L’art de la fugue
Brice Cauvin
Avec Laurent Lafitte (Antoine), Agnès Jaoui (Ariel), Benjamin Biolay (Garard), Nicolas Bedos (Louis), Marie-Christine Barrault (La mère d’Antoine), Guy Marchand (Le père d’Antoine)
L'intrigue
Trois frères d’une même famille aiment et souffrent d’amour.

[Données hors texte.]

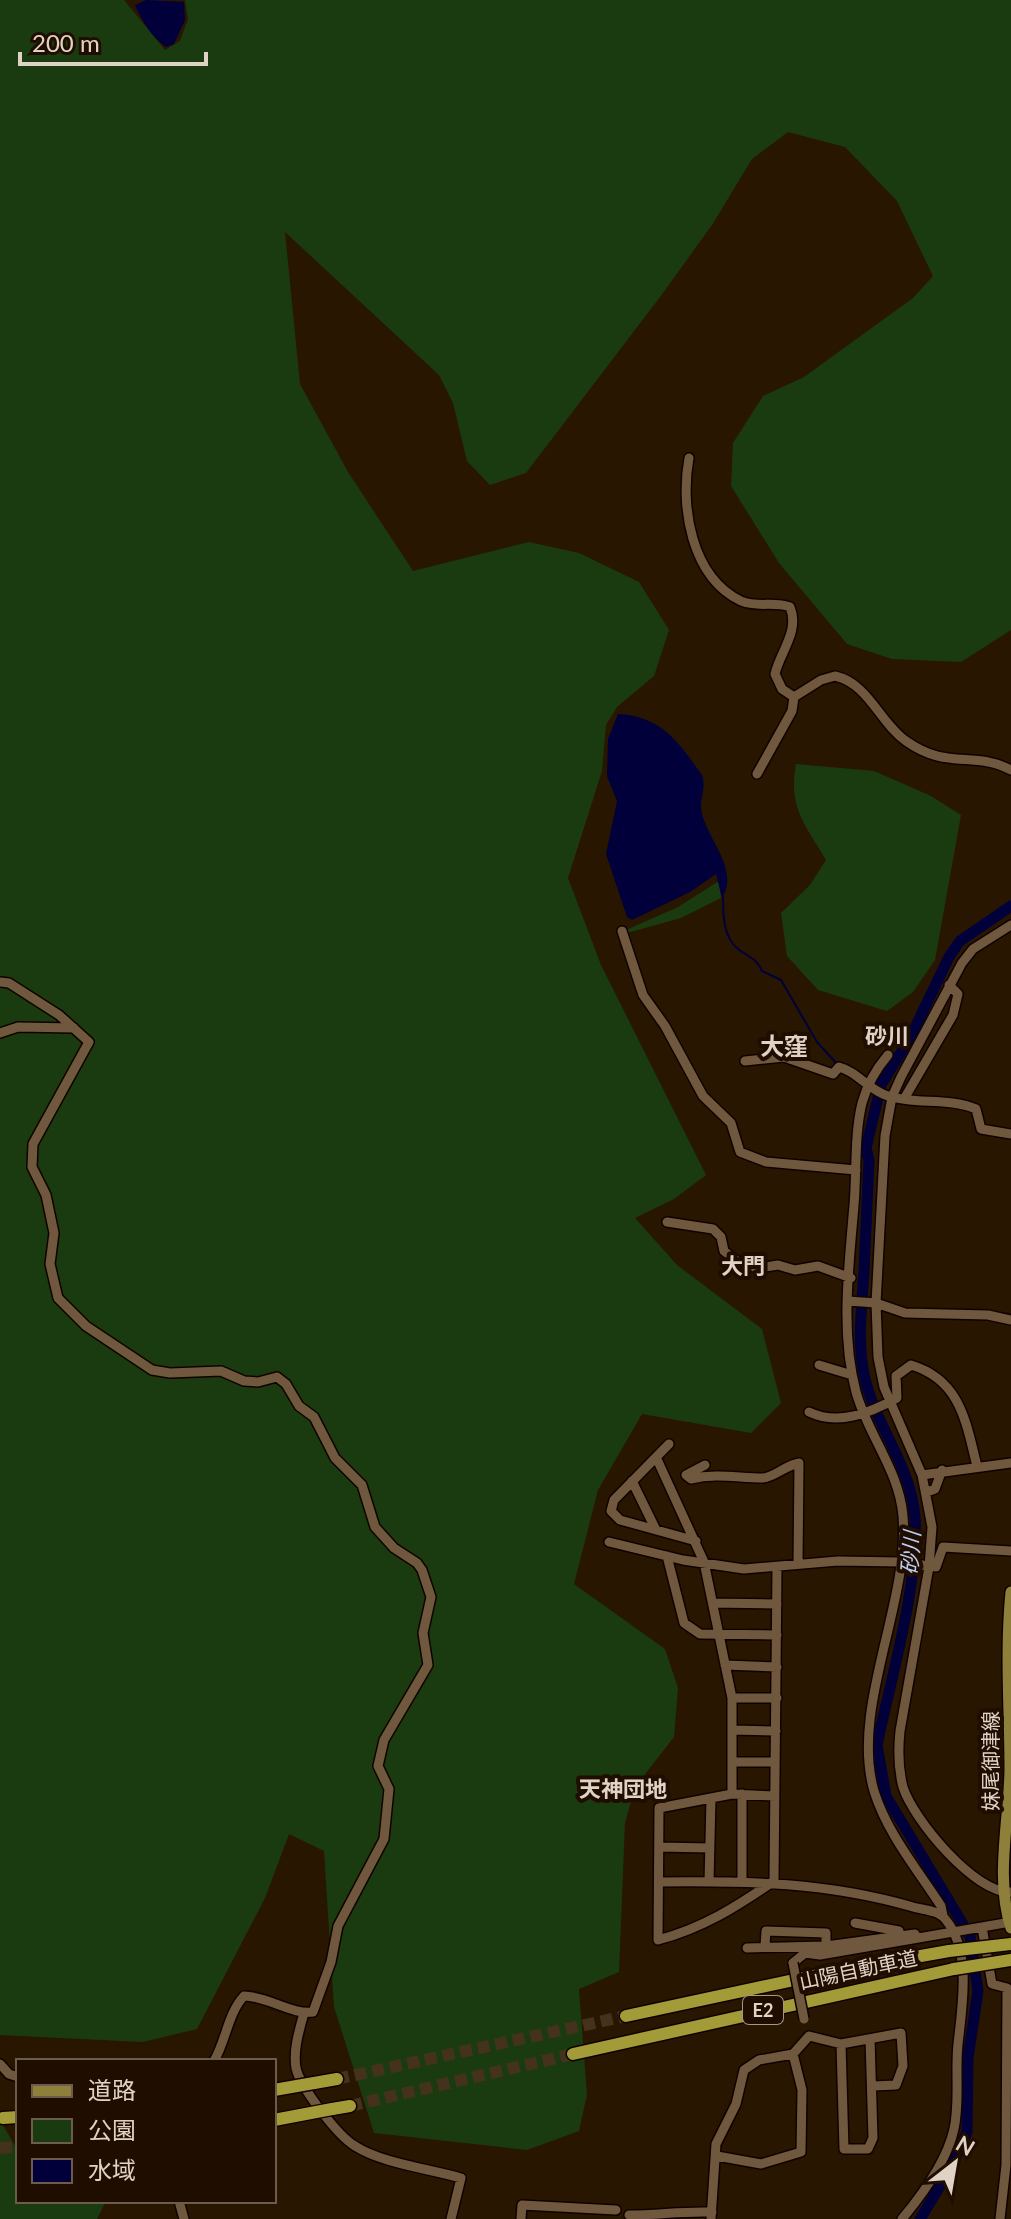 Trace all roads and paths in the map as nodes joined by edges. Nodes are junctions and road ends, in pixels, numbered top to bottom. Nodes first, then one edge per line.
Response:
1 (689, 458) dead end
2 (794, 697) junction
3 (1011, 770) edge
4 (757, 774) dead end
5 (1011, 925) edge
6 (622, 931) dead end
7 (0, 982) edge
8 (949, 985) junction
9 (74, 1028) junction
10 (0, 1033) edge
11 (888, 1055) dead end
12 (745, 1061) dead end
13 (869, 1086) junction
14 (890, 1097) junction
15 (904, 1099) junction
16 (1011, 1134) edge
17 (856, 1170) junction
18 (667, 1222) dead end
19 (851, 1278) junction
20 (850, 1301) junction
21 (873, 1302) junction
22 (1011, 1320) edge
23 (819, 1365) dead end
24 (852, 1375) junction
25 (888, 1403) junction
26 (809, 1412) dead end
27 (865, 1413) junction
28 (669, 1444) dead end
29 (656, 1457) junction
30 (1011, 1463) edge
31 (705, 1465) dead end
32 (977, 1466) junction
33 (942, 1470) junction
34 (922, 1475) junction
35 (632, 1481) junction
36 (927, 1492) junction
37 (656, 1530) junction
38 (696, 1541) junction
39 (609, 1542) dead end
40 (1011, 1551) edge
41 (667, 1556) junction
42 (704, 1562) junction
43 (902, 1562) junction
44 (798, 1564) junction
45 (926, 1566) junction
46 (777, 1567) junction
47 (1011, 1592) edge
48 (713, 1603) junction
49 (777, 1604) junction
50 (720, 1635) junction
51 (777, 1635) junction
52 (725, 1665) junction
53 (777, 1667) junction
54 (732, 1698) junction
55 (777, 1698) junction
56 (732, 1730) junction
57 (776, 1731) junction
58 (732, 1762) junction
59 (775, 1762) junction
60 (1010, 1770) edge
61 (737, 1794) junction
62 (775, 1796) junction
63 (711, 1798) junction
64 (659, 1847) junction
65 (710, 1848) junction
66 (742, 1881) junction
67 (774, 1881) junction
68 (659, 1882) junction
69 (709, 1882) junction
70 (1007, 1892) edge
71 (943, 1916) junction
72 (855, 1923) dead end
73 (1010, 1924) edge
74 (980, 1927) junction
75 (952, 1931) junction
76 (908, 1934) junction
77 (923, 1935) junction
78 (1011, 1944) edge
79 (765, 1946) junction
80 (826, 1946) junction
81 (747, 1948) dead end
82 (1011, 1960) edge
83 (304, 2013) junction
84 (626, 2016) tunnel mouth
85 (809, 2036) junction
86 (870, 2039) junction
87 (841, 2044) junction
88 (573, 2054) tunnel mouth
89 (793, 2054) junction
90 (215, 2059) edge
91 (0, 2064) edge
92 (16, 2076) edge
93 (337, 2079) tunnel mouth
94 (873, 2086) junction
95 (276, 2090) edge
96 (350, 2106) tunnel mouth
97 (16, 2117) edge
98 (3, 2118) dead end
99 (276, 2120) edge
100 (717, 2156) junction
101 (616, 2210) dead end
102 (629, 2215) dead end
103 (711, 2216) edge
104 (451, 2219) edge
105 (521, 2219) edge
106 (902, 2219) edge
107 (1000, 2219) edge

1 - 2 street
2 - 3 street
2 - 4 street
5 - 8 street
6 - 17 street
7 - 9 street
8 - 14 street
8 - 15 street
9 - 10 street
9 - 83 street
11 - 13 street
12 - 13 street
13 - 14 street
13 - 17 street
14 - 15 street
14 - 21 street
15 - 16 street
17 - 19 street
18 - 19 street
19 - 20 street
20 - 21 street
20 - 24 street
21 - 22 street
21 - 25 street
23 - 24 street
24 - 27 street
25 - 27 street
25 - 32 street
25 - 34 street
26 - 27 street
27 - 43 street
28 - 29 street
29 - 35 street
29 - 38 street
30 - 32 street
31 - 44 street
32 - 33 street
33 - 34 street
33 - 36 street
34 - 36 street
35 - 37 street
35 - 37 street
36 - 45 street
37 - 38 street
38 - 42 street
39 - 41 street
40 - 45 street
41 - 42 street
41 - 50 street
42 - 46 street
42 - 48 street
43 - 44 street
43 - 45 street
43 - 71 street
44 - 46 street
45 - 70 street
46 - 49 street
47 - 60 main road, 妹尾御津線
48 - 49 street
48 - 50 street
49 - 51 street
50 - 51 street
50 - 52 street
51 - 53 street
52 - 53 street
52 - 54 street
53 - 55 street
54 - 55 street
54 - 56 street
55 - 57 street
56 - 57 street
56 - 58 street
57 - 59 street
58 - 59 street
58 - 61 street
59 - 62 street
60 - 70 main road, 妹尾御津線
61 - 62 street
61 - 63 street
61 - 66 street
62 - 67 street
63 - 64 street
63 - 65 street
64 - 65 street
64 - 68 street
65 - 69 street
66 - 67 street
66 - 69 street
67 - 68 street
67 - 71 street
68 - 69 street
70 - 73 main road, 妹尾御津線
71 - 75 street
72 - 76 street
73 - 74 street
74 - 75 street
74 - 107 street
75 - 77 street
75 - 106 street
76 - 77 street
76 - 80 street
77 - 85 street, bridge
78 - 84 highway, 山陽自動車道 / E2, bridge
79 - 80 street
79 - 80 street
79 - 81 street
82 - 88 highway, 山陽自動車道 / E2, bridge
83 - 90 street
83 - 104 street
85 - 87 street
85 - 89 street
86 - 87 street
86 - 94 street
86 - 94 street
87 - 94 street
89 - 100 street
89 - 100 street
91 - 92 street
93 - 95 highway, bridge
96 - 99 highway, bridge
97 - 98 highway
100 - 103 street
101 - 105 street
102 - 103 street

Photos et vidéos extraites du film
Une comédie enchantée sur le désir
Publié le par Pascal Laëthier
Une comédie élégante et pleine de charme
Après, « de particulier à particulier », film brillant et singulier sur l’entrée dans la psychose, Brice Cauvin réalise son deuxième film, une comédie sur le quotidien, la versatilité du désir, la fragilité des liens amoureux et la marque du temps qui passe. Autant de thèmes impossibles et risqués, autant de paris tenus, le talent de Cauvin opère. Cauvin et Raphaëlle Desplechin, les deux scénaristes, n’appuient jamais leurs effets, recourent à l’ellipse dès qu’une situation est installée et imaginent des dialogues toujours du coté du trait d’esprit, plutôt que du bon mot. Bref, ils enchantent la réalité, évitent la pesanteur du sens et fuient la psychologie. La spontanéité, le charme, la poésie et la légèreté caractérisent ce film et Cauvin réussit brillamment là où tant de films cherchent à dire et à démontrer.
Le quotidien transcendé
Avec des moyens d’une étonnante simplicité l’œuvre de Brice Cauvin s’inscrit dans la suite de celle de Jacques Demy, comme lui il filme la vie qui s’invente dans l’apparente simplicité du quotidien, il observe le désir qui naît immédiatement troublé par la perception de son impossible durée. La sensation éprouvée du temps qui passe voile le bonheur éphémère de l’instant vécu, le sourire se fige et le présent déjà devient souvenir et nostalgie, la joie aussitôt s’estompe et la vie s’en va… Certains instants de « l’art de la fugue » font songer à la manière de Léo Mac Carrey1, génie méconnu du cinéma américain dont Jacques Lourcelles louait ainsi le talent: « S’il y avait un point à signaler avant tous les autres concernant cette œuvre, ce serait son absence d’ambiguïté, sa clarté presque provoquante, qui fait qu’on l’aime ou qu’on la déteste, mais qui rend impossible qu’on s’attache à elle par méprise ou en feignant d’ignorer les mobiles profonds qui l’animent. Ceci suffit à déterminer une originalité flagrante de cet auteur. »2, propos qui caractérisent parfaitement les films de Cauvin. La presse a écrit sur « L’art de la fugue », mais les critiques ont manqué d’enthousiasme. Impossible d’en vouloir à ceux qui n’apprécient pas Cauvin, comme à ceux qui trouvent Demy mièvre ou Mac Carey futile. Gageons que Cauvin n’en prendra pas ombrage et qu’il saura trouver les moyens de poursuivre une œuvre profondément originale et singulière et qu’il nous invitera de nouveau dans son monde poétique et enchanté.